» **Aim of the exercise**: Word for word, restate every record, though not the pictures.

» **The data**:
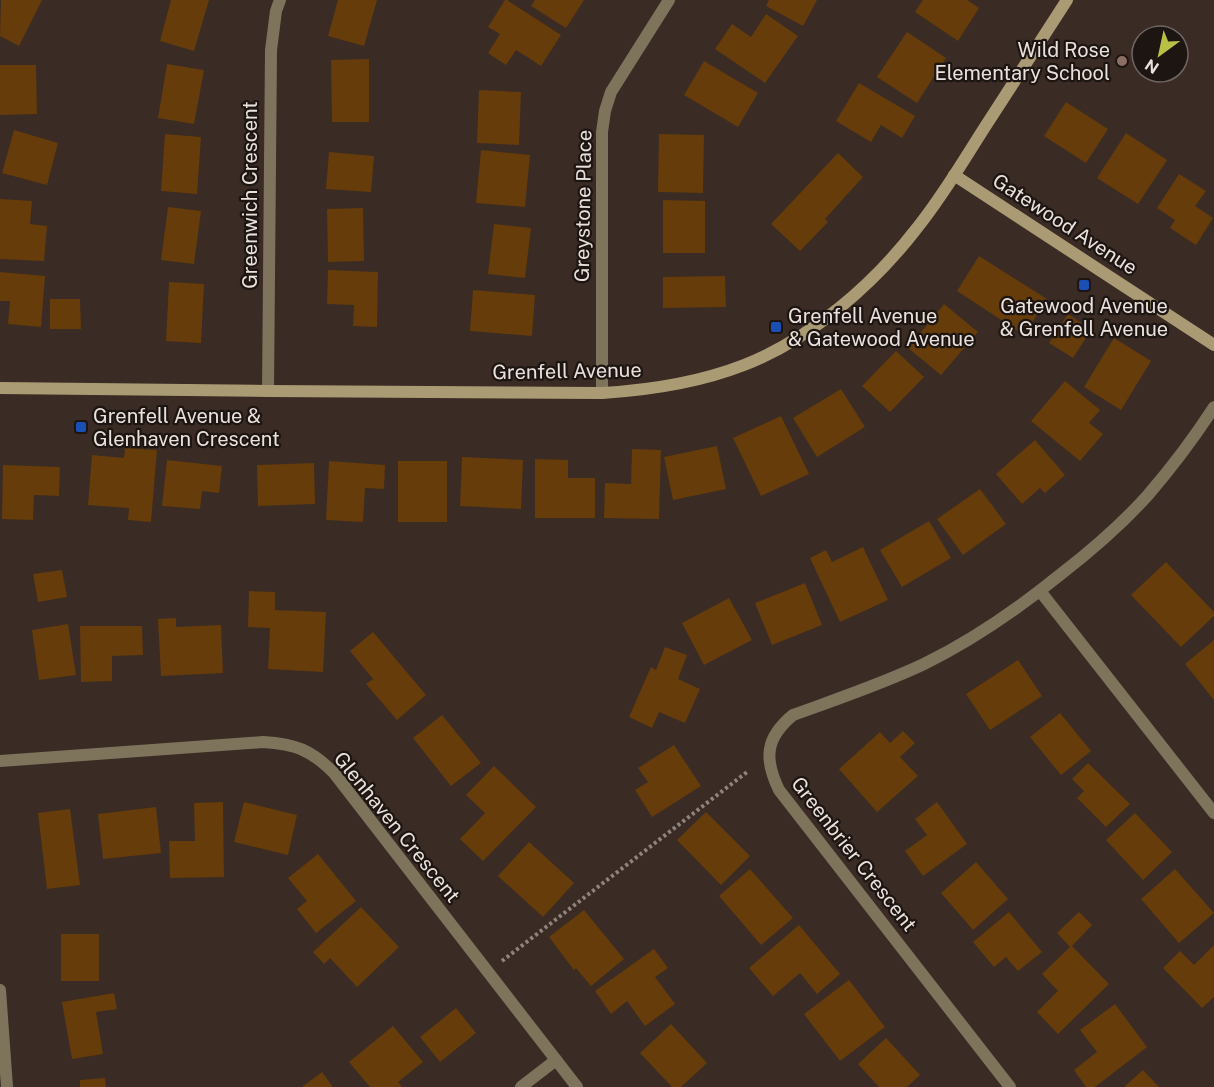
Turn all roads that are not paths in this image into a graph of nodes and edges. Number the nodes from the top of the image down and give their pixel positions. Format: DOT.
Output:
graph roads {
  1 [pos="280,0"];
  2 [pos="669,0"];
  3 [pos="1067,0"];
  4 [pos="954,176"];
  5 [pos="1214,345"];
  6 [pos="0,388"];
  7 [pos="268,391"];
  8 [pos="602,393"];
  9 [pos="1214,407"];
  10 [pos="1040,591"];
  11 [pos="0,761"];
  12 [pos="1214,813"];
  13 [pos="0,990"];
  14 [pos="556,1060"];
  15 [pos="7,1087"];
  16 [pos="521,1087"];
  17 [pos="577,1087"];
  18 [pos="1010,1087"];
  1 -- 7 [label="street, Greenwich Crescent"];
  2 -- 8 [label="street, Greystone Place"];
  3 -- 4 [label="street, Grenfell Avenue"];
  4 -- 5 [label="street, Gatewood Avenue"];
  4 -- 8 [label="street, Grenfell Avenue"];
  6 -- 7 [label="street, Grenfell Avenue"];
  7 -- 8 [label="street, Grenfell Avenue"];
  9 -- 10 [label="street, Greenbrier Crescent"];
  10 -- 12 [label="street"];
  10 -- 18 [label="street, Greenbrier Crescent"];
  11 -- 14 [label="street, Glenhaven Crescent"];
  13 -- 15 [label="street"];
  14 -- 16 [label="street"];
  14 -- 17 [label="street, Glenhaven Crescent"];
}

» **Answer to the problem**:
Turn all roads that are not paths in this image into a graph of nodes and edges. Number the nodes from the top of the image down and give their pixel positions. Format: DOT.
Output:
graph roads {
  1 [pos="280,0"];
  2 [pos="669,0"];
  3 [pos="1067,0"];
  4 [pos="954,176"];
  5 [pos="1214,345"];
  6 [pos="0,388"];
  7 [pos="268,391"];
  8 [pos="602,393"];
  9 [pos="1214,407"];
  10 [pos="1040,591"];
  11 [pos="0,761"];
  12 [pos="1214,813"];
  13 [pos="0,990"];
  14 [pos="556,1060"];
  15 [pos="7,1087"];
  16 [pos="521,1087"];
  17 [pos="577,1087"];
  18 [pos="1010,1087"];
  1 -- 7 [label="street, Greenwich Crescent"];
  2 -- 8 [label="street, Greystone Place"];
  3 -- 4 [label="street, Grenfell Avenue"];
  4 -- 5 [label="street, Gatewood Avenue"];
  4 -- 8 [label="street, Grenfell Avenue"];
  6 -- 7 [label="street, Grenfell Avenue"];
  7 -- 8 [label="street, Grenfell Avenue"];
  9 -- 10 [label="street, Greenbrier Crescent"];
  10 -- 12 [label="street"];
  10 -- 18 [label="street, Greenbrier Crescent"];
  11 -- 14 [label="street, Glenhaven Crescent"];
  13 -- 15 [label="street"];
  14 -- 16 [label="street"];
  14 -- 17 [label="street, Glenhaven Crescent"];
}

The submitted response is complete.